Virginia's Crazy-Quilt Senate Race

September 20, 1994

The crazy-quilt race for the U.S. Senate in Virginia has begun to clarify somewhat now that former Gov. Douglas L. Wilder has quit his wildcat bid in what had been a raucous, four-way battle royal. But the contest in the Old Dominion remains a long way from anything like sanity.

Mr. Wilder's departure leaves his long-time nemesis, incumbent Sen. Charles Robb, with a more or less unifed state Democratic Party to fend off Republican challenger Oliver North, of Iran-contra fame. Mr. North's nomination at the party convention last spring prompted former GOP gubernatorial candidate J. Marshall Coleman, whom Mr. Wilder defeated in 1989, to jump into the race as an independent. Mr. Coleman is backed by Virginia's Republican Sen. John Warner, who detests Mr. North and his shenanigans almost as thoroughly as Mr. Wilder detests Senator Robb.

Talk about complicated!

The ostensible reason for Mr. Wilder's withdrawal was his low standing in the polls, which he said prevented him from raising the $1.5 million aides advised he would need to run a credible media campaign. But he did not want to lose an election for the first time, and he hardly wanted to be remembered as a spoiler who split his party and helped Mr. North win.

Mr. North, however, insisted that Mr. Wilder's departure would help rather than damage his campaign by presenting "a very clear" liberal-conservative choice. The former Marine lieutenant colonel has long tried to discount Mr. Coleman's impact on the race by emphasizing a head-to-head battle with Mr. Robb.
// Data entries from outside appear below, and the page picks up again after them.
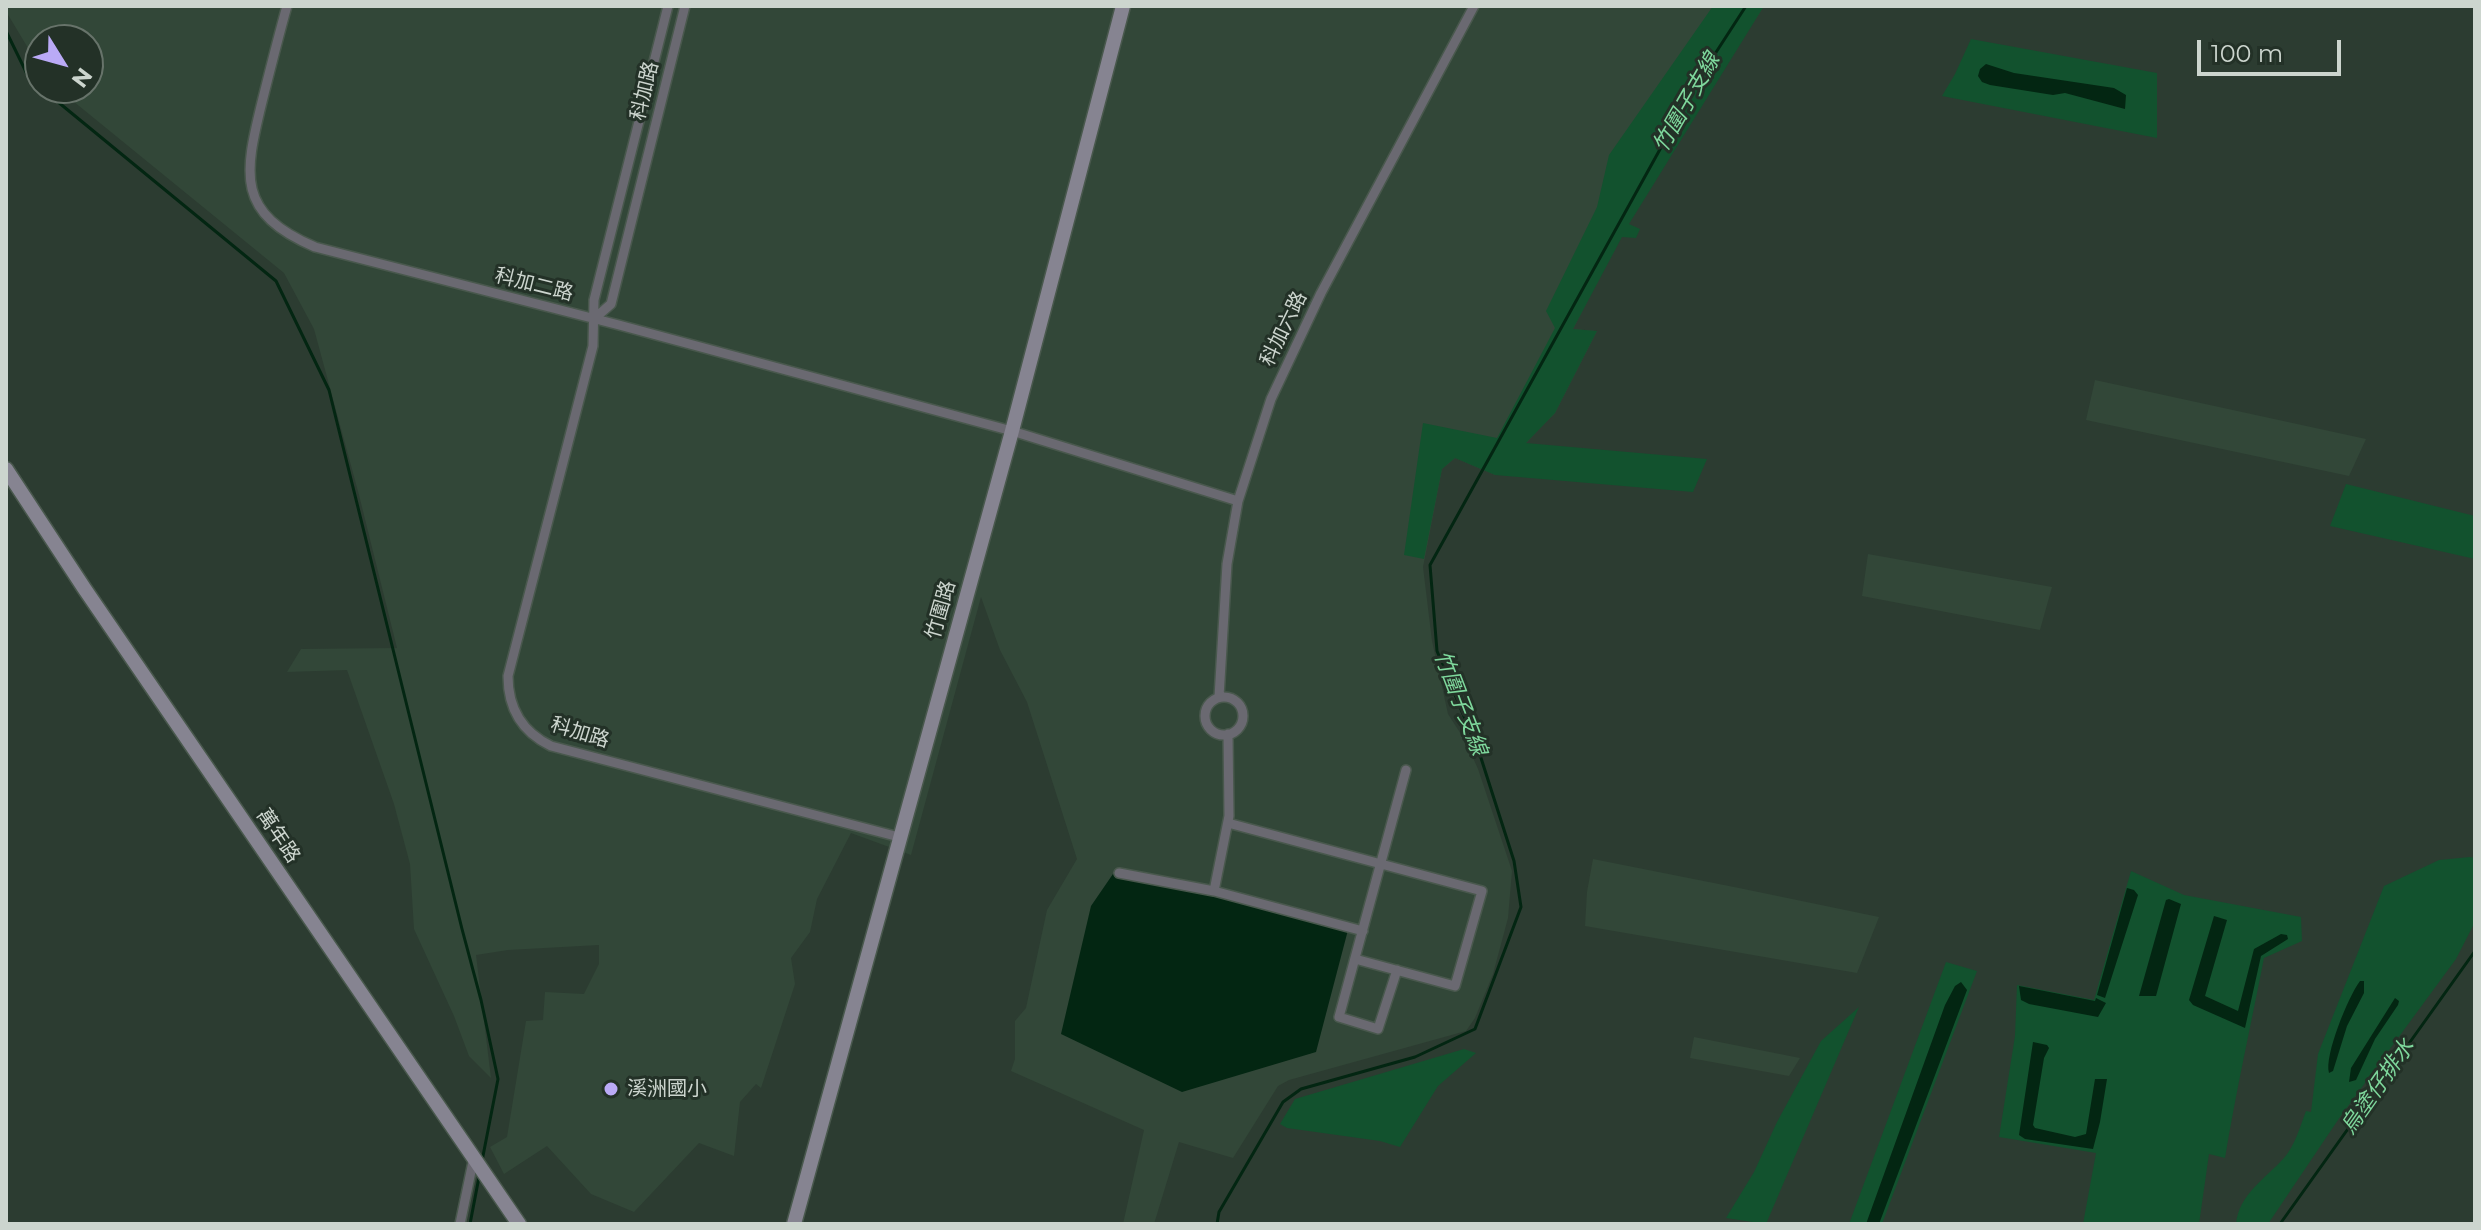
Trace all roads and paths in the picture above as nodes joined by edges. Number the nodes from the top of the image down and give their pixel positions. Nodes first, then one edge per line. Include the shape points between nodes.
1 (287, 6) edge
2 (668, 6) edge
3 (685, 6) edge
4 (1123, 6) edge
5 (1474, 6) edge
6 (595, 318) junction
7 (1012, 431) junction
8 (6, 469) edge
9 (1238, 501) junction
10 (1219, 697) junction
11 (1228, 734) junction
12 (1406, 770) dead end
13 (1228, 823) junction
14 (899, 837) junction
15 (1381, 864) junction
16 (1119, 873) dead end
17 (1214, 891) junction
18 (1363, 931) junction
19 (1355, 959) junction
20 (1397, 970) junction
21 (478, 1164) junction
22 (460, 1224) edge
23 (519, 1224) edge
24 (794, 1224) edge

1 - 6 street, 科加二路 via 248,175 264,215 315,247
2 - 6 street, 科加路 via 594,300
3 - 6 street, 科加路 via 611,304
4 - 7 street, 竹圍路
5 - 9 street, 科加六路 via 1294,345
6 - 7 street, 科加二路
6 - 14 street, 科加路 via 593,346 508,676 511,705 520,722 534,737 562,750
7 - 9 street, 科加二路
7 - 14 street, 竹圍路
8 - 21 street, 萬年路
9 - 10 street, 科加六路 via 1227,564
10 - 11 street via 1208,705 1205,717 1215,733
10 - 11 street via 1236,701 1243,711 1238,728
11 - 13 street
12 - 15 street
13 - 15 street
13 - 17 street
14 - 24 street, 竹圍路
15 - 18 street
15 - 20 street via 1482,891 1455,986
16 - 17 street
17 - 18 street
18 - 19 street
19 - 20 street
19 - 20 street via 1339,1017 1378,1029
21 - 22 street
21 - 23 street, 萬年路

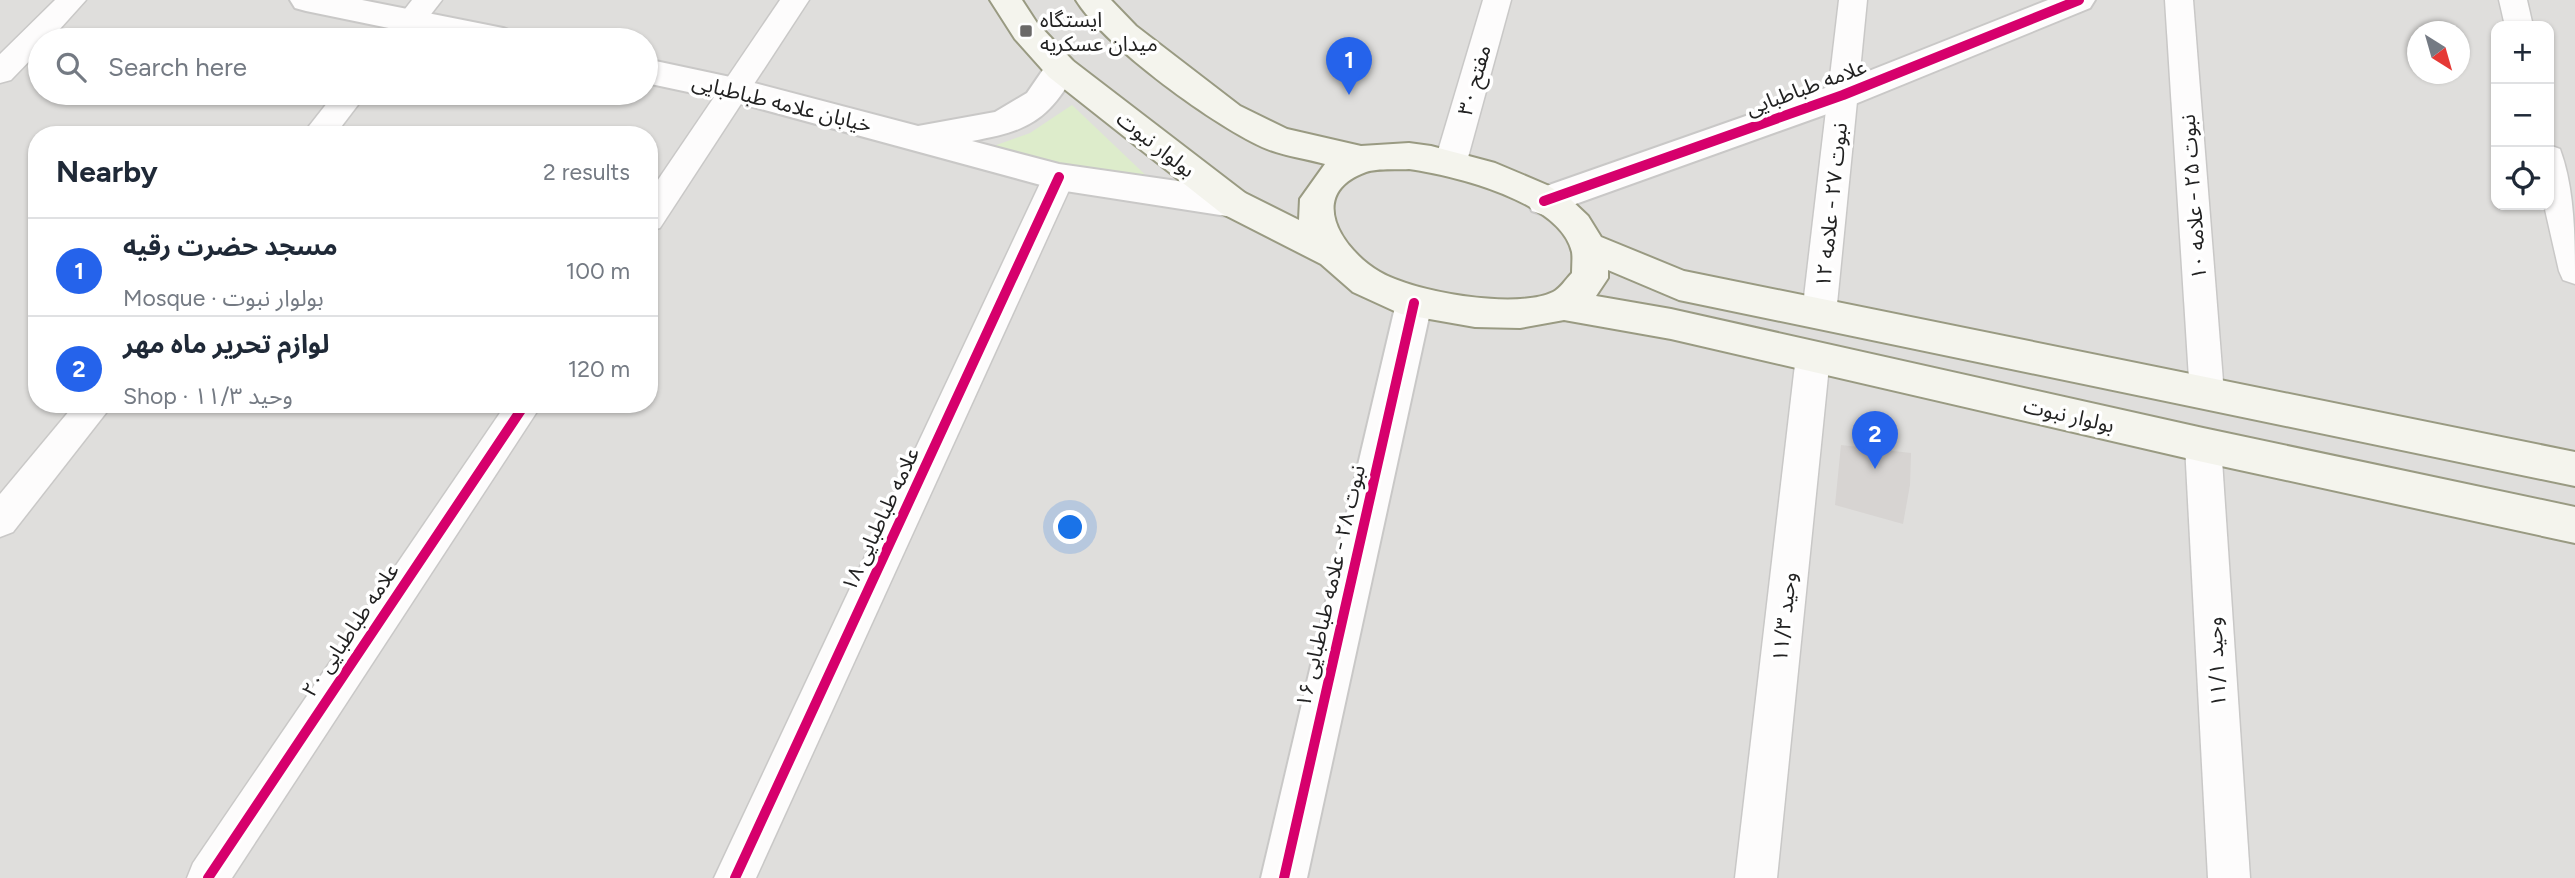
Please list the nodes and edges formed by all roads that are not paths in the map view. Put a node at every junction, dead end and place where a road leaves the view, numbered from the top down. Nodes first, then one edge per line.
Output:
1 (72, 0) edge
2 (306, 0) edge
3 (795, 0) edge
4 (1006, 0) edge
5 (1092, 0) edge
6 (1497, 0) edge
7 (1853, 0) edge
8 (2079, 0) edge
9 (2179, 0) edge
10 (2513, 0) edge
11 (411, 20) edge
12 (2518, 21) edge
13 (44, 28) edge
14 (447, 28) edge
15 (28, 44) edge
16 (1061, 69) junction
17 (0, 72) edge
18 (658, 74) edge
19 (735, 90) junction
20 (1843, 95) junction
21 (342, 105) edge
22 (324, 126) edge
23 (918, 137) junction
24 (1361, 159) junction
25 (1451, 161) junction
26 (1059, 177) junction
27 (2554, 179) edge
28 (1544, 201) junction
29 (1233, 203) junction
30 (658, 206) edge
31 (1589, 247) junction
32 (1334, 254) junction
33 (2575, 271) edge
34 (1414, 303) junction
35 (1563, 306) junction
36 (1819, 314) junction
37 (1813, 356) junction
38 (2207, 394) junction
39 (89, 413) edge
40 (519, 413) edge
41 (2203, 445) junction
42 (2575, 469) edge
43 (0, 521) edge
44 (2575, 525) edge
45 (208, 878) edge
46 (735, 878) edge
47 (1284, 878) edge
48 (1756, 878) edge
49 (2229, 878) edge

1 - 13 street
2 - 11 street
3 - 19 street
4 - 16 main road, بولوار نبوت
5 - 24 main road
6 - 25 street, مفتح ۳۰
7 - 20 street, نبوت ۲۷ - علامه ۱۲
8 - 20 street, علامه طباطبایی
9 - 38 street, نبوت ۲۵ - علامه ۱۰
10 - 12 street
11 - 14 street
15 - 17 street
16 - 23 street, خیابان علامه طباطبایی
16 - 29 main road, بولوار نبوت
18 - 19 street, خیابان علامه طباطبایی
19 - 23 street, خیابان علامه طباطبایی
19 - 30 street
20 - 28 street, علامه طباطبایی
20 - 36 street, نبوت ۲۷ - علامه ۱۲
21 - 22 street
23 - 26 street, خیابان علامه طباطبایی
24 - 25 main road
24 - 32 main road
25 - 28 main road
26 - 29 street, خیابان علامه طباطبایی
26 - 46 street, علامه طباطبایی ۱۸
27 - 33 street
28 - 31 main road
29 - 32 main road, بولوار نبوت
31 - 35 main road
31 - 36 main road
32 - 34 main road, بولوار نبوت
34 - 35 main road, بولوار نبوت
34 - 47 street, نبوت ۲۸ - علامه طباطبایی ۱۶
35 - 37 main road, بولوار نبوت
36 - 38 main road
37 - 41 main road, بولوار نبوت
37 - 48 street, وحید ۱۱/۳
38 - 42 main road
39 - 43 street
40 - 45 street, علامه طباطبایی ۲۰
41 - 44 main road, بولوار نبوت
41 - 49 street, وحید ۱۱/۱

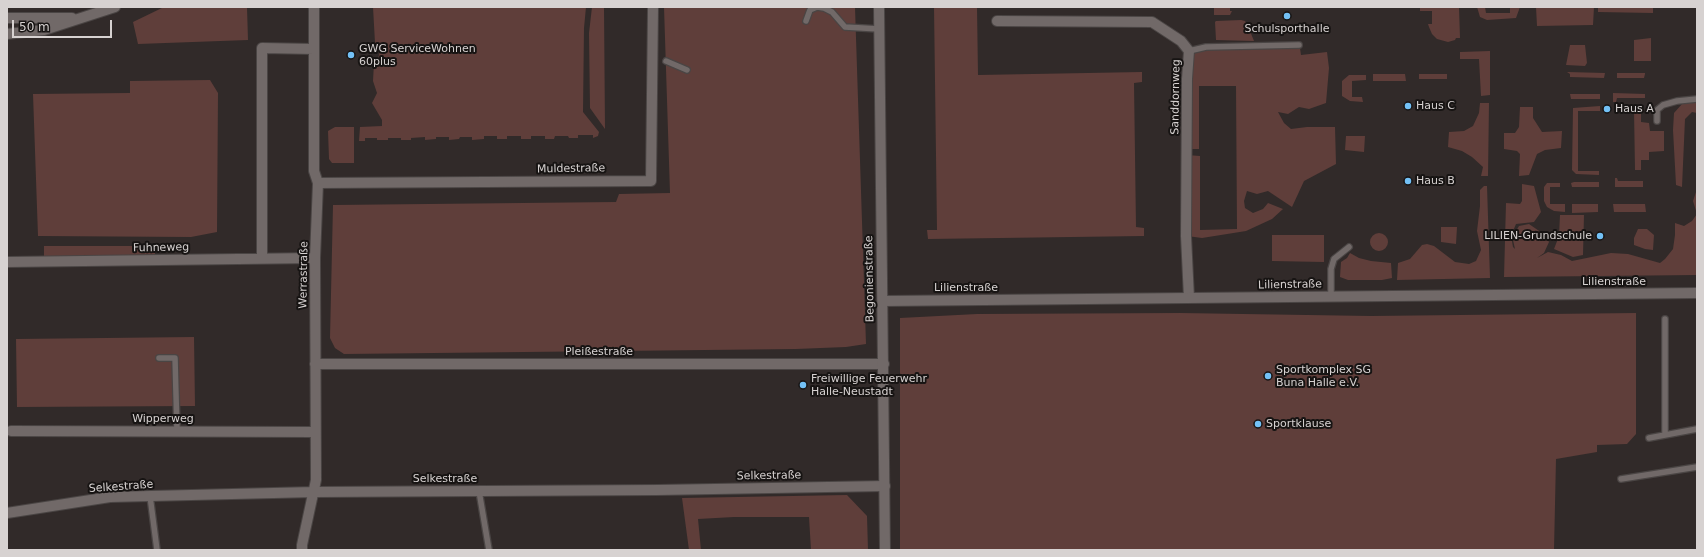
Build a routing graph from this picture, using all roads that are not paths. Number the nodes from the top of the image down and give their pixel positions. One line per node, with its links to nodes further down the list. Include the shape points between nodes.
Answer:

It may be that Mr. Coleman cannot be dismissed so easily, that he will siphon off Republican and undecided voters from Mr. North. Recent polls show Mr. North slightly ahead of Mr. Robb -- a lead that could evaporate quickly if Wilder supporters return to the party fold. Mr. Robb is doing everything he can to make it easy for them -- even to the point of publicly praising Mr. Wilder. Let's hope Mr. Wilder's exit helps defeat Mr. North, a man who should not be in the U.S. Senate.